Gingrich on Education, Part 2: Encourage Students To Graduate Early
Schools should offer incentives for students to finish high school in two or three years, Speaker of the House Newt Gingrich, R-Ga., told a gathering of school board members last week.
Students who are able to finish high school in three years instead of four should receive a payment equal to 80 percent of the cost of the fourth year of school, which they could use for college or vocational training, the Speaker suggested.
He argued that the "Carnegie model" of education--in which students must amass a certain number of subject-area credits, or Carnegie units, to graduate--is wrong and needs to be changed. It is "crazy," he said, to continue "subsidizing dating" by keeping students in school longer than may be necessary academically.
Mr. Gingrich, in his keynote address to a National School Boards Association conference here, also urged schools to embrace technology more vigorously and imaginatively than they have so far. Schools should devote between 3 percent and 10 percent of their resources to technology, he recommended, instead of what he said was the current average of three-tenths of 1 percent.
"We're simply not engaging that revolution" in technology, Mr.

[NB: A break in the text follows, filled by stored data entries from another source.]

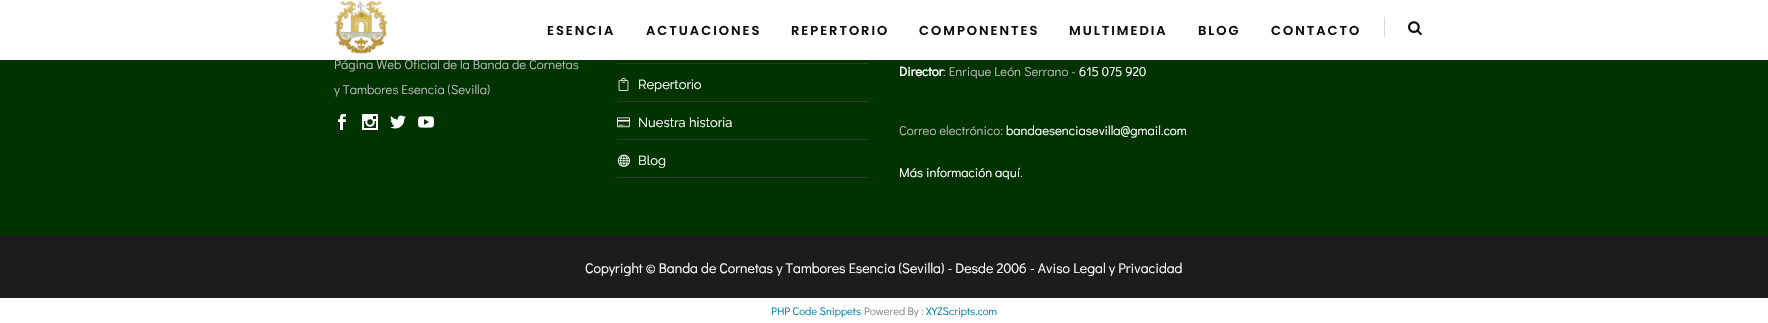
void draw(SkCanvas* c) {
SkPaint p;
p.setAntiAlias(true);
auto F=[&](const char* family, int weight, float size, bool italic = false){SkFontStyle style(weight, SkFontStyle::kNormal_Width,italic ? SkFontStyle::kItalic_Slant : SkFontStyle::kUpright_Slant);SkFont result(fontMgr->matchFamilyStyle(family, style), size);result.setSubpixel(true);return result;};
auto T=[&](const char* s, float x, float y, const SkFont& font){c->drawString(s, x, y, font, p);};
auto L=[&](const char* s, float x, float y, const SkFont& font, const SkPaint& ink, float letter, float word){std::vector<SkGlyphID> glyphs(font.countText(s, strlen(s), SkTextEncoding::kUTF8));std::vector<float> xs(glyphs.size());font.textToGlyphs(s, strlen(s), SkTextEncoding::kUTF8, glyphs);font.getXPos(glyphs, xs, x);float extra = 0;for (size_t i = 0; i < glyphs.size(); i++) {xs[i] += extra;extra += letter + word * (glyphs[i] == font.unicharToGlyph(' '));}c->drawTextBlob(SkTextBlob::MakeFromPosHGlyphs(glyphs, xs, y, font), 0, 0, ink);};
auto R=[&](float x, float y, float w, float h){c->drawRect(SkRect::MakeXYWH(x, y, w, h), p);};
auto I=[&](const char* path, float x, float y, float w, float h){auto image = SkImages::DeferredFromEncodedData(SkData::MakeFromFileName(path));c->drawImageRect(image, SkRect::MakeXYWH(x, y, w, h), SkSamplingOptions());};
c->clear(0xffffffff);
p.setColor(0xff013300);
R(0,60,1768,176);
auto f1 = F("Didact Gothic",400,13);
p.setColor(0xffb7b7b7);
T("Página Web Oficial de la Banda de Cornetas",334,69,f1);
p.setColor(0xffffffff);
R(394,59,125,1);
I("1.png",334,0,54,54);
auto f2 = F("Poppins",600,13);
p.setColor(0xff0e0e0e);
L("ESENCIA",547,35,f2,p,2,0);
L("ACTUACIONES",646,35,f2,p,2,0);
L("REPERTORIO",791,35,f2,p,2,0);
L("COMPONENTES",919,35,f2,p,2,0);
L("MULTIMEDIA",1069,35,f2,p,2,0);
L("BLOG",1198,35,f2,p,2,0);
L("CONTACTO",1271,35,f2,p,2,0);
p.setColor(0xffd7d7d7);
R(1384,17,1,20);
I("2.png",1408,21,14,15);
p.setColor(0xffb7b7b7);
T("y Tambores Esencia (Sevilla)",334,94,f1);
I("3.png",338,114,8,16);
I("4.png",362,114,16,16);
I("5.png",390,115,16,14);
I("6.png",418,116,16,12);
p.setColor(0xff353535);
R(617,63,252,1);
R(617,101,252,1);
I("7.png",618,77,11,14);
auto f3 = F("Raleway",400,13);
p.setColor(0xffffffff);
T("Repertorio",638,89,f3);
p.setColor(0xff353535);
R(617,139,252,1);
I("8.png",617,117,13,11);
p.setColor(0xffffffff);
T("Nuestra historia",638,127,f3);
p.setColor(0xff353535);
R(617,177,252,1);
I("9.png",617,154,13,13);
p.setColor(0xffffffff);
T("Blog",638,165,f3);
auto f4 = F("Didact Gothic",700,13);
T("Director",899,76,f4);
p.setColor(0xffb7b7b7);
T(": Enrique León Serrano -",943,76,f1);
p.setColor(0xffffffff);
T("615 075 920",1079,76,f1);
p.setColor(0xffb7b7b7);
T("Correo electrónico:",899,135,f1);
p.setColor(0xffffffff);
T("bandaesenciasevilla@gmail.com",1006,135,f1);
T("Más información aquí",899,177,f1);
p.setColor(0xffb7b7b7);
T(".",1020,177,f1);
p.setColor(0xff1c1c1c);
R(0,236,1768,62);
auto f5 = F("Didact Gothic",400,14);
p.setColor(0xffffffff);
T("Copyright © Banda de Cornetas y Tambores Esencia (Sevilla) - Desde 2006 - Aviso Legal y Privacidad",585,273,f5);
auto f6 = F("Didact Gothic",400,11);
p.setColor(0xff007fac);
T("PHP Code Snippets",771,315,f6);
p.setColor(0xff868686);
T("Powered By :",864,315,f6);
p.setColor(0xff007fac);
T("XYZScripts.com",926,315,f6);
}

Gingrich said, adding that schools must go beyond having computers in classrooms to fully exploiting so-called virtual-reality technology.
The Speaker's remarks represented his second speech in as many weeks devoted to education. In his earlier remarks, he suggested closing down the Education Department. (See Education Week, Feb. 8, 1995.)
Mr. Gingrich told the N.S.B.A. gathering that educators must exercise "professional rigor" and not cave in to parental pressure by awarding students higher grades than they deserve.
The Speaker earned applause and laughter from the crowd as he railed against the lack of classroom experience among education bureaucrats, the centralized nature of school administration, and a litigious climate that means "a teacher has to look at every student as a potential lawsuit."
The former history professor, whose talk ran a lecture-length 50 minutes, also assailed the current way of licensing teachers that he argued would prohibit both Gen. John J. Pershing and Gen. George C. Marshall from teaching school as they each did years ago while awaiting military assignments.
"There is something crazy," he said, "about how credentialing is restricting the flow of talent to the classroom."
Meanwhile, Mr. Gingrich is reportedly planning to hold hearings this year on the issue of public schools teaching about homosexuality.
Two newspapers, The Washington Times and the weekly Washington Blade, which serves the capital's gay community, reported last month that the Speaker told a Georgia town-meeting audience that "we can have a one-day hearing on whether or not taxpayer money is being spent to promote" homosexuality.
Tax dollars, Mr. Gingrich reportedly said, should not "go to have 1st graders being taught a set of values that, in fact, have no place in the 1st grade."
Mr. Gingrich's remarks at the town meeting were recorded by a representative of the Human Rights Campaign Fund, a homosexual-rights organization.
People for the American Way, a liberal advocacy group, has asked the Speaker not to hold such a hearing, saying it would amount to "vilification."
An aide to the House Committee on Economic and Educational Opportunities said that no hearings on the topic have been scheduled.
A majority of Americans believe the government should maintain current funding levels for student financial aid, according to a survey released this month by a coalition of higher-education associations fighting proposals by Republican members of Congress to slash federal aid.
Sixty-two percent of respondents said it was "very important" and another 27 percent said it was "somewhat important" to continue the current spending on aid. Student aid ranked third in a list of six priorities, surpassed by health care and Social Security but outranking defense, foreign aid, and welfare.
K.R.C. Research and Consulting Inc. polled 1,000 adults for the Alliance to Save Student Aid, a newly formed coalition of more than 30 higher-education associations. The survey has a margin of error of plus or minus 3 percentage points.